The fisheries of the Grand Banks once bought prosperity to Saint Pierre and Miquelon. In the 1920s, alcohol smuggling to the United States also proved lucrative. With the end of prohibition and, more recently, the depletion of cod stocks, the economy of Saint Pierre and Miquelon has languished. Per capita GDP in 2001 was a mere $7,000, necessitating heavy French subsidies. France hopes that tourism will boost the economy, but prospects seem dim. Offshore oil drilling is another distant possibility. As shown on the accompanying map, the territory has an oddly shaped exclusive economic zone of maritime territory. France had claimed a much larger slice of sea-space, but international arbitration in 1992 awarded most of the contested area to Canada.

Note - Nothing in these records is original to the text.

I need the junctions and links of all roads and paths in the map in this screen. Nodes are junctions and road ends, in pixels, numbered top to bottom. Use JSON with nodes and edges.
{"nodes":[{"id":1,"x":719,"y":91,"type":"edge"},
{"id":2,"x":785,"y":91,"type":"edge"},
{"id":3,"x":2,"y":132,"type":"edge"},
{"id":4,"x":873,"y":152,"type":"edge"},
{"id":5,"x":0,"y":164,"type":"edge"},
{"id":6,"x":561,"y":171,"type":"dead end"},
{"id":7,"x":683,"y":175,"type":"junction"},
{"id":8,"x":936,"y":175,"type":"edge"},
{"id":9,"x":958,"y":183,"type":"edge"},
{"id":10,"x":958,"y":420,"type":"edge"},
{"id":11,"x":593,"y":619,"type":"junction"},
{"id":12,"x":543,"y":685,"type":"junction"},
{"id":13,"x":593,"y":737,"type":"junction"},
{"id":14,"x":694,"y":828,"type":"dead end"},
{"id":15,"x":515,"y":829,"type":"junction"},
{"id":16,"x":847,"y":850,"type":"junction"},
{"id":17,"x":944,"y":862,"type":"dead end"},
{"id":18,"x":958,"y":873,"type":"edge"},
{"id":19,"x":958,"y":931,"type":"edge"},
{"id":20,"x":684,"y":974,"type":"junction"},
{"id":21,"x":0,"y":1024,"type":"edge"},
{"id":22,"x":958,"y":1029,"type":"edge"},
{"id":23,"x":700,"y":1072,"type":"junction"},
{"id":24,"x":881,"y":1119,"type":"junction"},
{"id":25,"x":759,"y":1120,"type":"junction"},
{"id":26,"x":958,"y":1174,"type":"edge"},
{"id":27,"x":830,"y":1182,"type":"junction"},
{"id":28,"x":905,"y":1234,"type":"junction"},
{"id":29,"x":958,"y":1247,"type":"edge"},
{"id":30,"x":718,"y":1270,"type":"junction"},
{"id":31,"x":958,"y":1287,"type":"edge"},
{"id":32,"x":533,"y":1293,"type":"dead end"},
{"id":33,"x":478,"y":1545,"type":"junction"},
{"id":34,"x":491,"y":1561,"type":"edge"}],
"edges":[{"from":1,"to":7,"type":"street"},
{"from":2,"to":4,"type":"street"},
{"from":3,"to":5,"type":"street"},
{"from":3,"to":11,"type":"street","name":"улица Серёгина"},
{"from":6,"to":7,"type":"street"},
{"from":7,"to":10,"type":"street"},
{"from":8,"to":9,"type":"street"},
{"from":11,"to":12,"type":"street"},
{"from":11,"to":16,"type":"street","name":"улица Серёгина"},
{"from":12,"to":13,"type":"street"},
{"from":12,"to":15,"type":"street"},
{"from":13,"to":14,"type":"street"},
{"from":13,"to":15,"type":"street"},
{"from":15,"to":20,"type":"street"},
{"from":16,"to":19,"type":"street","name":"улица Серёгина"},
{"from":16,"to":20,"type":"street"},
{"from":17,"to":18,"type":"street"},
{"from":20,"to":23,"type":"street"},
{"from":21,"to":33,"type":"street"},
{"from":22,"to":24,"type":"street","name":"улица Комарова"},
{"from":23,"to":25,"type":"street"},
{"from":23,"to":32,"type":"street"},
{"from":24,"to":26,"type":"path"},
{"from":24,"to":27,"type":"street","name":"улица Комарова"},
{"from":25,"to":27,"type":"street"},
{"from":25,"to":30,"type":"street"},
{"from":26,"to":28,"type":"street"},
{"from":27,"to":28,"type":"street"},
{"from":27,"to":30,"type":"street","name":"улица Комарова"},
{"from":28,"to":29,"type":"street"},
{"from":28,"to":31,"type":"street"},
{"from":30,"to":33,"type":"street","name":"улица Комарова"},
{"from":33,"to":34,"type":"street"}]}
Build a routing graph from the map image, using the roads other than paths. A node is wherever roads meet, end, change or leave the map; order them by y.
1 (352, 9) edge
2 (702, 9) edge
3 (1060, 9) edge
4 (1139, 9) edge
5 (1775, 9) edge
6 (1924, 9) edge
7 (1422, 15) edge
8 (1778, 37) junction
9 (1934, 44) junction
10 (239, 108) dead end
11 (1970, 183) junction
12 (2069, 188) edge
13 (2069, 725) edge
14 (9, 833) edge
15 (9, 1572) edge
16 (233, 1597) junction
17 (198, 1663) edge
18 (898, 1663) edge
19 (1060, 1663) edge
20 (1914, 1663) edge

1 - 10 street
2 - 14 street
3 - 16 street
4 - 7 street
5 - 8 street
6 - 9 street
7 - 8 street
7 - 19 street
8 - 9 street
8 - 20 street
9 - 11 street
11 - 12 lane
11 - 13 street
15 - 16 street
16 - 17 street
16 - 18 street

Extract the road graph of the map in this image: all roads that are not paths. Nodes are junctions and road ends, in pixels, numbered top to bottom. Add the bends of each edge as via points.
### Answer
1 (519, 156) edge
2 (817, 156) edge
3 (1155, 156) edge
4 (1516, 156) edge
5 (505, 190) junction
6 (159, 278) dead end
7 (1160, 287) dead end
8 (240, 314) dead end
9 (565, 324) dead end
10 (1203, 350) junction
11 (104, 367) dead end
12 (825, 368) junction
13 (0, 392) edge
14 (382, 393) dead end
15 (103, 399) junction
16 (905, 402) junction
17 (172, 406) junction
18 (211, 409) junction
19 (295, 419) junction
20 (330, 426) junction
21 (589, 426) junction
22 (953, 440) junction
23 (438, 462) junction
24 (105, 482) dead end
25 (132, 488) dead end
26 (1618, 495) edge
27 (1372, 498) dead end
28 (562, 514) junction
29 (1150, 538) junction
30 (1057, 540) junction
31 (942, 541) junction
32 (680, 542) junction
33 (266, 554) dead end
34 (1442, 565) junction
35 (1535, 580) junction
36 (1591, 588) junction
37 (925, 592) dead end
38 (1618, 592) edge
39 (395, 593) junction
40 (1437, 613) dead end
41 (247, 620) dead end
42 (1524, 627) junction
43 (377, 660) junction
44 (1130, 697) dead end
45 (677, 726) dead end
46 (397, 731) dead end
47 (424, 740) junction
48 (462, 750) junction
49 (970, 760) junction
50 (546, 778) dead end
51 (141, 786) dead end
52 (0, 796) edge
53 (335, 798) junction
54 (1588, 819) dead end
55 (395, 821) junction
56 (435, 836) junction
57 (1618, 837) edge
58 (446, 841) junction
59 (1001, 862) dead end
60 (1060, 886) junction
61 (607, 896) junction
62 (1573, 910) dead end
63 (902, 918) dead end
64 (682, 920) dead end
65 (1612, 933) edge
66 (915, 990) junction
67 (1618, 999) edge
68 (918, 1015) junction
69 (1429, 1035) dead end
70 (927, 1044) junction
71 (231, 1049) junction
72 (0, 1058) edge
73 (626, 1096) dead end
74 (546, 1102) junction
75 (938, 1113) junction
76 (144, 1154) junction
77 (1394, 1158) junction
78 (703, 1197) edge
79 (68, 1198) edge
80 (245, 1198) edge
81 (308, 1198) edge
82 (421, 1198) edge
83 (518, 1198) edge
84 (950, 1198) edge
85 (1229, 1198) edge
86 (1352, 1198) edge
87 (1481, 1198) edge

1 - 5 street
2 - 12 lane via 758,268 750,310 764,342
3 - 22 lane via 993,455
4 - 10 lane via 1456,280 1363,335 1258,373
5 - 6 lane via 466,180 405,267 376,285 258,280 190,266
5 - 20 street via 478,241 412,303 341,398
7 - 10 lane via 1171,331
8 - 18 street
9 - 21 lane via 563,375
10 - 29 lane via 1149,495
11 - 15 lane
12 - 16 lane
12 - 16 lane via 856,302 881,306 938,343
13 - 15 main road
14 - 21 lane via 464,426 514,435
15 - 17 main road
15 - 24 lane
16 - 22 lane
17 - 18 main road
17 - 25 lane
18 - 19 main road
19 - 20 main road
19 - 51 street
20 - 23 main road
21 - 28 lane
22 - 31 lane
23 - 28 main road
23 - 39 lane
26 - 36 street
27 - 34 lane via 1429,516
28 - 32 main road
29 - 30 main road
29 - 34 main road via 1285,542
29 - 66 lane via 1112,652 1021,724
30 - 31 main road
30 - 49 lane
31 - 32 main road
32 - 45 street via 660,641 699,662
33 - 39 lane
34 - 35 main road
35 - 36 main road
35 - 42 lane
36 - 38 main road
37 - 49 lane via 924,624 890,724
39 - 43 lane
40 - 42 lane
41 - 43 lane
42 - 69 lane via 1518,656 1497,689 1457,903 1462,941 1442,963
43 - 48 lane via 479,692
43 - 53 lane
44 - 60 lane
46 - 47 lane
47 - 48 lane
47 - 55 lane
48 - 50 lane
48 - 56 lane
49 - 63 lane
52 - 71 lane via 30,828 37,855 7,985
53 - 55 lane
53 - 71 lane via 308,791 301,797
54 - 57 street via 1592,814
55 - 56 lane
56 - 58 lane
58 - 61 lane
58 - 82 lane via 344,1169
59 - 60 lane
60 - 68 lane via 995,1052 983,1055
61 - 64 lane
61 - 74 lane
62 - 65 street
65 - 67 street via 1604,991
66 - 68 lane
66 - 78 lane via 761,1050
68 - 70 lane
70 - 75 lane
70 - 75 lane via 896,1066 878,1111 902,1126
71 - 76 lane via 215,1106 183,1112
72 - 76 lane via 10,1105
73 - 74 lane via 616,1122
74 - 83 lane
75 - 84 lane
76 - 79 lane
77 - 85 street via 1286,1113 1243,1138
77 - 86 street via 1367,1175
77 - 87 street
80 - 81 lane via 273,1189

The physical geography of Saint Pierre and Miquelon is also noteworthy. As the map above hints, the larger island of Miquelon was originally three separate islets. In the 1700s, a sand isthmus emerged naturally between the two larger chunks of land, which has subsequently been reinforced through engineering projects. The waters around the islands are perilous, noted for hundreds of shipwrecks. Fishermen refer to the channel separating St. Pierre from Miquelon as “the Mouth of Hell.”